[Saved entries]
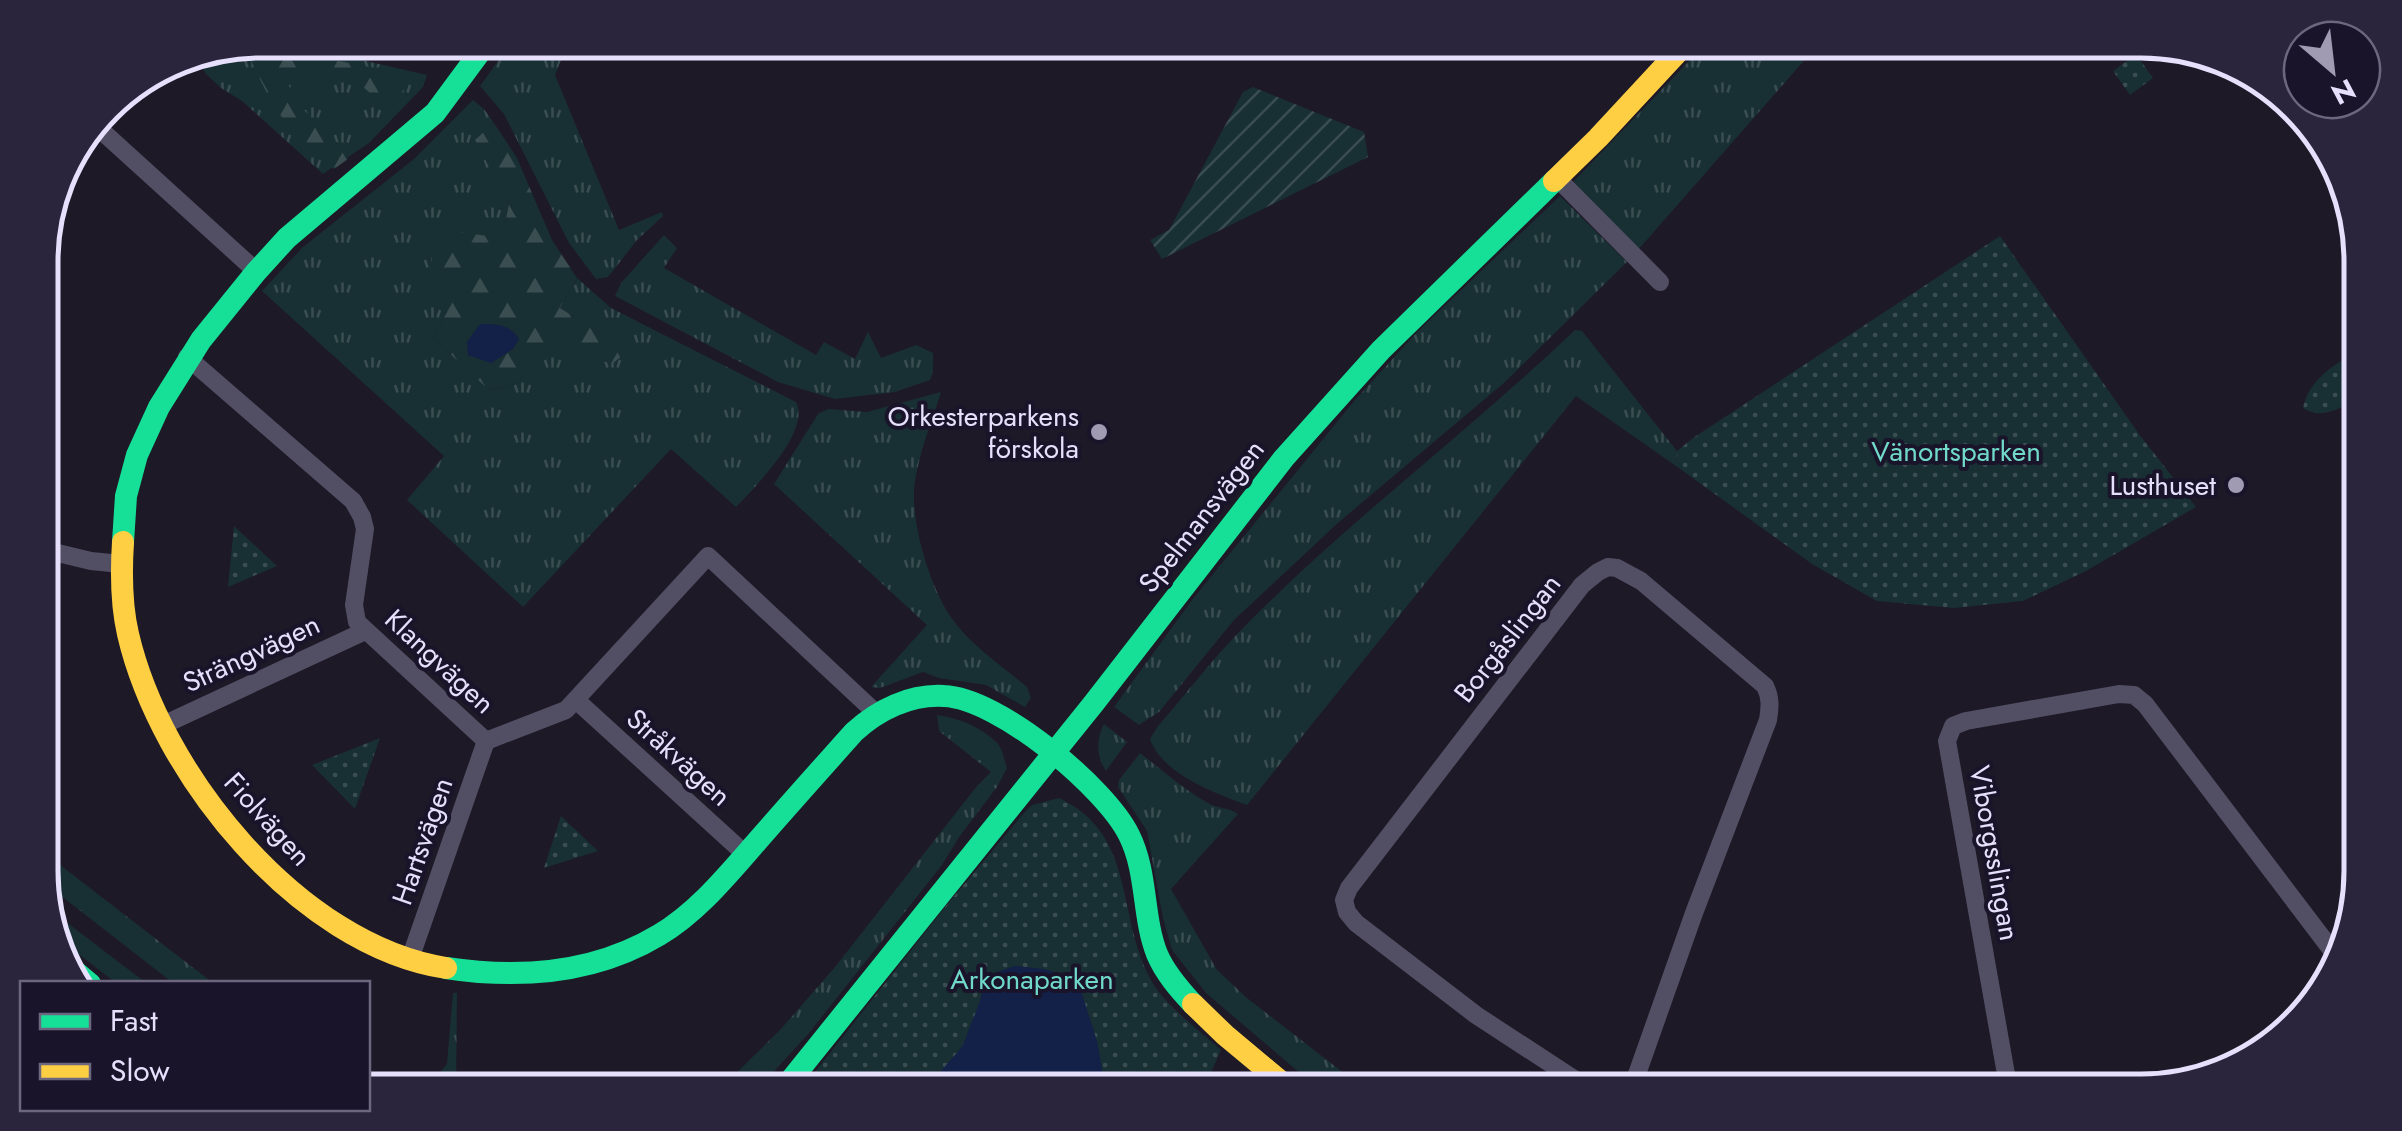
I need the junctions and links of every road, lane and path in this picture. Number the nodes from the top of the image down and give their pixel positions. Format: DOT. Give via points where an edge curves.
graph roads {
  1 [pos="476,58"];
  2 [pos="1672,58"];
  3 [pos="103,132"];
  4 [pos="1557,178"];
  5 [pos="256,272"];
  6 [pos="1660,282"];
  7 [pos="187,356"];
  8 [pos="58,553"];
  9 [pos="121,564"];
  10 [pos="365,631"];
  11 [pos="576,700"];
  12 [pos="876,713"];
  13 [pos="161,726"];
  14 [pos="486,741"];
  15 [pos="1054,754"];
  16 [pos="745,854"];
  17 [pos="2329,947"];
  18 [pos="410,959"];
  19 [pos="1271,1073"];
  20 [pos="1564,1073"];
  21 [pos="1637,1073"];
  22 [pos="2005,1073"];
  23 [pos="793,1074"];
  1 -- 5 [label="street, Fiolvägen" via="433,116 293,232"];
  2 -- 4 [label="street, Spelmansvägen"];
  3 -- 5 [label="street"];
  4 -- 6 [label="street"];
  4 -- 15 [label="street, Spelmansvägen" via="1381,350 1284,458"];
  5 -- 7 [label="street, Fiolvägen"];
  7 -- 9 [label="street, Fiolvägen" via="142,441 128,486"];
  7 -- 10 [label="street, Klangvägen" via="353,501 365,529 354,605"];
  8 -- 9 [label="street"];
  9 -- 13 [label="street, Fiolvägen" via="134,655"];
  10 -- 13 [label="street, Strängvägen"];
  10 -- 14 [label="street, Klangvägen"];
  11 -- 12 [label="street, Klangvägen" via="708,556"];
  11 -- 14 [label="street, Klangvägen"];
  11 -- 16 [label="street, Stråkvägen"];
  12 -- 15 [label="street, Fiolvägen" via="950,696 998,715"];
  12 -- 16 [label="street, Fiolvägen"];
  13 -- 18 [label="street, Fiolvägen" via="222,821 274,876 366,943"];
  14 -- 18 [label="street, Hartsvägen"];
  15 -- 19 [label="street, Fiolvägen" via="1128,832 1164,967 1204,1017"];
  15 -- 23 [label="street, Spelmansvägen"];
  16 -- 18 [label="street, Fiolvägen" via="675,923 606,960 492,974"];
  17 -- 22 [label="street, Viborgsslingan" via="2134,695 1952,726 1947,741"];
  20 -- 21 [label="street, Borgåslingan" via="1411,967 1356,923 1344,900 1582,585 1608,568 1641,582 1770,696 1768,720"];
}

* [Task details]: Could you retype every record above exactly, leaving the pictures out?

* [Solution to this task]:
I need the junctions and links of every road, lane and path in this picture. Number the nodes from the top of the image down and give their pixel positions. Format: DOT. Give via points where an edge curves.
graph roads {
  1 [pos="476,58"];
  2 [pos="1672,58"];
  3 [pos="103,132"];
  4 [pos="1557,178"];
  5 [pos="256,272"];
  6 [pos="1660,282"];
  7 [pos="187,356"];
  8 [pos="58,553"];
  9 [pos="121,564"];
  10 [pos="365,631"];
  11 [pos="576,700"];
  12 [pos="876,713"];
  13 [pos="161,726"];
  14 [pos="486,741"];
  15 [pos="1054,754"];
  16 [pos="745,854"];
  17 [pos="2329,947"];
  18 [pos="410,959"];
  19 [pos="1271,1073"];
  20 [pos="1564,1073"];
  21 [pos="1637,1073"];
  22 [pos="2005,1073"];
  23 [pos="793,1074"];
  1 -- 5 [label="street, Fiolvägen" via="433,116 293,232"];
  2 -- 4 [label="street, Spelmansvägen"];
  3 -- 5 [label="street"];
  4 -- 6 [label="street"];
  4 -- 15 [label="street, Spelmansvägen" via="1381,350 1284,458"];
  5 -- 7 [label="street, Fiolvägen"];
  7 -- 9 [label="street, Fiolvägen" via="142,441 128,486"];
  7 -- 10 [label="street, Klangvägen" via="353,501 365,529 354,605"];
  8 -- 9 [label="street"];
  9 -- 13 [label="street, Fiolvägen" via="134,655"];
  10 -- 13 [label="street, Strängvägen"];
  10 -- 14 [label="street, Klangvägen"];
  11 -- 12 [label="street, Klangvägen" via="708,556"];
  11 -- 14 [label="street, Klangvägen"];
  11 -- 16 [label="street, Stråkvägen"];
  12 -- 15 [label="street, Fiolvägen" via="950,696 998,715"];
  12 -- 16 [label="street, Fiolvägen"];
  13 -- 18 [label="street, Fiolvägen" via="222,821 274,876 366,943"];
  14 -- 18 [label="street, Hartsvägen"];
  15 -- 19 [label="street, Fiolvägen" via="1128,832 1164,967 1204,1017"];
  15 -- 23 [label="street, Spelmansvägen"];
  16 -- 18 [label="street, Fiolvägen" via="675,923 606,960 492,974"];
  17 -- 22 [label="street, Viborgsslingan" via="2134,695 1952,726 1947,741"];
  20 -- 21 [label="street, Borgåslingan" via="1411,967 1356,923 1344,900 1582,585 1608,568 1641,582 1770,696 1768,720"];
}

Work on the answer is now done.